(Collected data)
'''

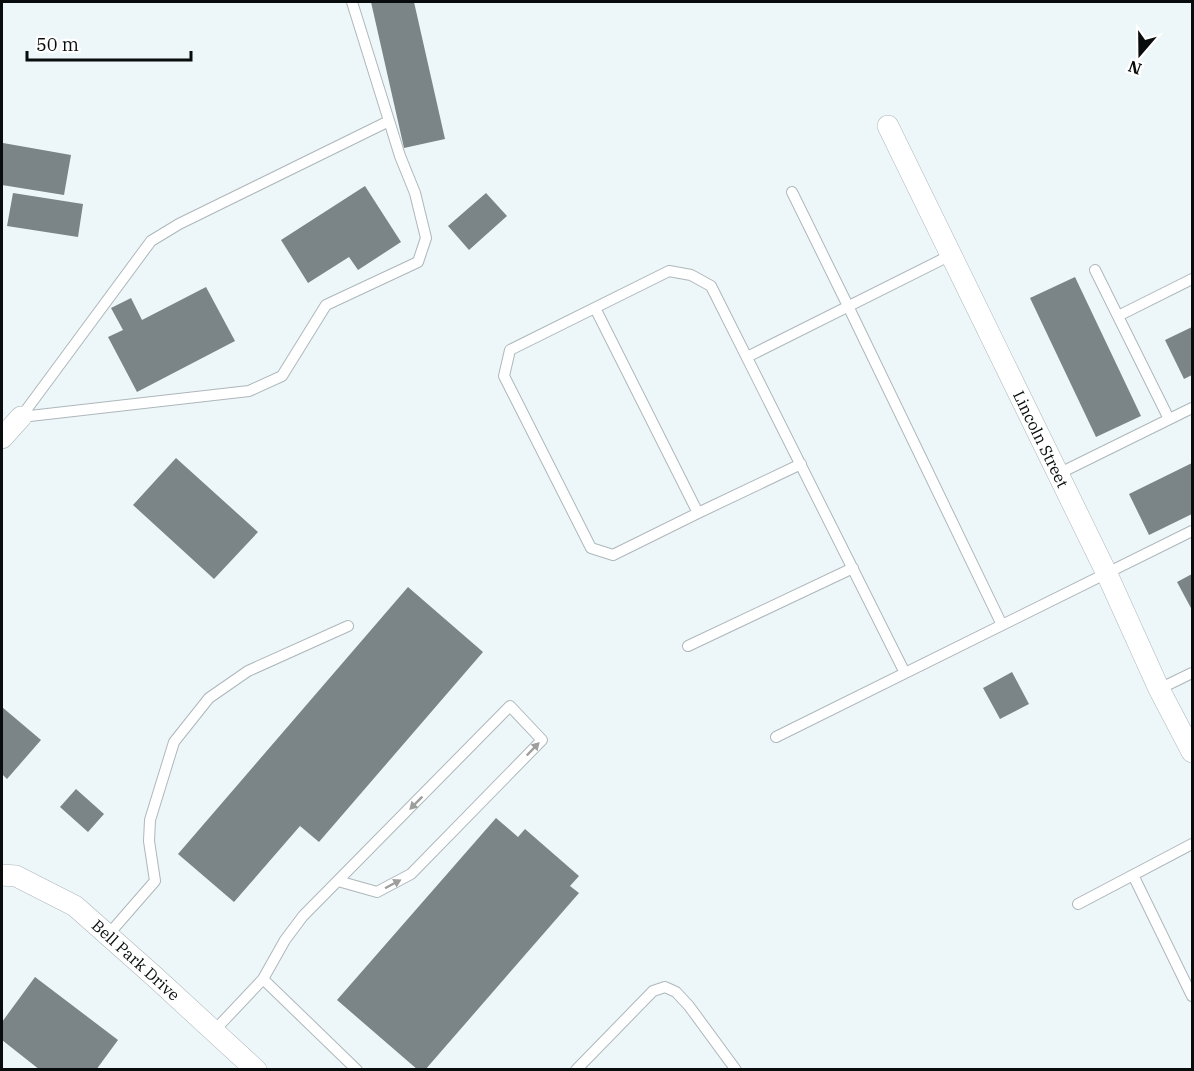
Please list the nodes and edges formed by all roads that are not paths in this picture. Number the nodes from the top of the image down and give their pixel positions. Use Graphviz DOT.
graph roads {
  1 [pos="352,2"];
  2 [pos="389,121"];
  3 [pos="888,126"];
  4 [pos="792,192"];
  5 [pos="951,255"];
  6 [pos="1095,270"];
  7 [pos="1192,279"];
  8 [pos="848,306"];
  9 [pos="595,308"];
  10 [pos="1118,316"];
  11 [pos="747,357"];
  12 [pos="1192,408"];
  13 [pos="21,417"];
  14 [pos="1169,419"];
  15 [pos="2,438"];
  16 [pos="801,464"];
  17 [pos="1058,474"];
  18 [pos="698,513"];
  19 [pos="1192,531"];
  20 [pos="853,568"];
  21 [pos="1107,574"];
  22 [pos="1002,625"];
  23 [pos="348,626"];
  24 [pos="688,646"];
  25 [pos="905,673"];
  26 [pos="1192,673"];
  27 [pos="1159,689"];
  28 [pos="776,737"];
  29 [pos="1192,752"];
  30 [pos="1192,844"];
  31 [pos="2,874"];
  32 [pos="1133,875"];
  33 [pos="338,881"];
  34 [pos="1078,904"];
  35 [pos="108,935"];
  36 [pos="263,979"];
  37 [pos="1192,996"];
  38 [pos="214,1031"];
  39 [pos="256,1070"];
  40 [pos="357,1070"];
  41 [pos="576,1070"];
  42 [pos="736,1070"];
  1 -- 2 [label="lane"];
  2 -- 13 [label="lane"];
  2 -- 13 [label="lane"];
  3 -- 5 [label="street, Lincoln Street"];
  4 -- 8 [label="lane"];
  5 -- 8 [label="lane"];
  5 -- 17 [label="street, Lincoln Street"];
  6 -- 10 [label="lane"];
  7 -- 10 [label="lane"];
  8 -- 11 [label="lane"];
  8 -- 22 [label="lane"];
  9 -- 11 [label="lane"];
  9 -- 18 [label="lane"];
  9 -- 18 [label="lane"];
  10 -- 14 [label="lane"];
  11 -- 16 [label="lane"];
  12 -- 14 [label="lane"];
  13 -- 15 [label="street"];
  14 -- 17 [label="lane"];
  16 -- 18 [label="lane"];
  16 -- 20 [label="lane"];
  17 -- 21 [label="street, Lincoln Street"];
  19 -- 21 [label="lane"];
  20 -- 24 [label="lane"];
  20 -- 25 [label="lane"];
  21 -- 22 [label="lane"];
  21 -- 27 [label="street, Lincoln Street"];
  22 -- 25 [label="lane"];
  23 -- 35 [label="lane"];
  25 -- 28 [label="lane"];
  26 -- 27 [label="lane"];
  27 -- 29 [label="street, Lincoln Street"];
  30 -- 32 [label="lane"];
  31 -- 35 [label="street, Bell Park Drive"];
  32 -- 34 [label="lane"];
  32 -- 37 [label="lane"];
  33 -- 33 [label="lane, one-way"];
  33 -- 36 [label="lane"];
  35 -- 38 [label="street, Bell Park Drive"];
  36 -- 38 [label="lane"];
  36 -- 40 [label="lane"];
  38 -- 39 [label="street, Bell Park Drive"];
  41 -- 42 [label="lane"];
}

'''

### REQUIRED ACTION
Where the data contains images, drop them and print the rest exactly.

### OUTPUT BELOW
Please list the nodes and edges formed by all roads that are not paths in this picture. Number the nodes from the top of the image down and give their pixel positions. Use Graphviz DOT.
graph roads {
  1 [pos="352,2"];
  2 [pos="389,121"];
  3 [pos="888,126"];
  4 [pos="792,192"];
  5 [pos="951,255"];
  6 [pos="1095,270"];
  7 [pos="1192,279"];
  8 [pos="848,306"];
  9 [pos="595,308"];
  10 [pos="1118,316"];
  11 [pos="747,357"];
  12 [pos="1192,408"];
  13 [pos="21,417"];
  14 [pos="1169,419"];
  15 [pos="2,438"];
  16 [pos="801,464"];
  17 [pos="1058,474"];
  18 [pos="698,513"];
  19 [pos="1192,531"];
  20 [pos="853,568"];
  21 [pos="1107,574"];
  22 [pos="1002,625"];
  23 [pos="348,626"];
  24 [pos="688,646"];
  25 [pos="905,673"];
  26 [pos="1192,673"];
  27 [pos="1159,689"];
  28 [pos="776,737"];
  29 [pos="1192,752"];
  30 [pos="1192,844"];
  31 [pos="2,874"];
  32 [pos="1133,875"];
  33 [pos="338,881"];
  34 [pos="1078,904"];
  35 [pos="108,935"];
  36 [pos="263,979"];
  37 [pos="1192,996"];
  38 [pos="214,1031"];
  39 [pos="256,1070"];
  40 [pos="357,1070"];
  41 [pos="576,1070"];
  42 [pos="736,1070"];
  1 -- 2 [label="lane"];
  2 -- 13 [label="lane"];
  2 -- 13 [label="lane"];
  3 -- 5 [label="street, Lincoln Street"];
  4 -- 8 [label="lane"];
  5 -- 8 [label="lane"];
  5 -- 17 [label="street, Lincoln Street"];
  6 -- 10 [label="lane"];
  7 -- 10 [label="lane"];
  8 -- 11 [label="lane"];
  8 -- 22 [label="lane"];
  9 -- 11 [label="lane"];
  9 -- 18 [label="lane"];
  9 -- 18 [label="lane"];
  10 -- 14 [label="lane"];
  11 -- 16 [label="lane"];
  12 -- 14 [label="lane"];
  13 -- 15 [label="street"];
  14 -- 17 [label="lane"];
  16 -- 18 [label="lane"];
  16 -- 20 [label="lane"];
  17 -- 21 [label="street, Lincoln Street"];
  19 -- 21 [label="lane"];
  20 -- 24 [label="lane"];
  20 -- 25 [label="lane"];
  21 -- 22 [label="lane"];
  21 -- 27 [label="street, Lincoln Street"];
  22 -- 25 [label="lane"];
  23 -- 35 [label="lane"];
  25 -- 28 [label="lane"];
  26 -- 27 [label="lane"];
  27 -- 29 [label="street, Lincoln Street"];
  30 -- 32 [label="lane"];
  31 -- 35 [label="street, Bell Park Drive"];
  32 -- 34 [label="lane"];
  32 -- 37 [label="lane"];
  33 -- 33 [label="lane, one-way"];
  33 -- 36 [label="lane"];
  35 -- 38 [label="street, Bell Park Drive"];
  36 -- 38 [label="lane"];
  36 -- 40 [label="lane"];
  38 -- 39 [label="street, Bell Park Drive"];
  41 -- 42 [label="lane"];
}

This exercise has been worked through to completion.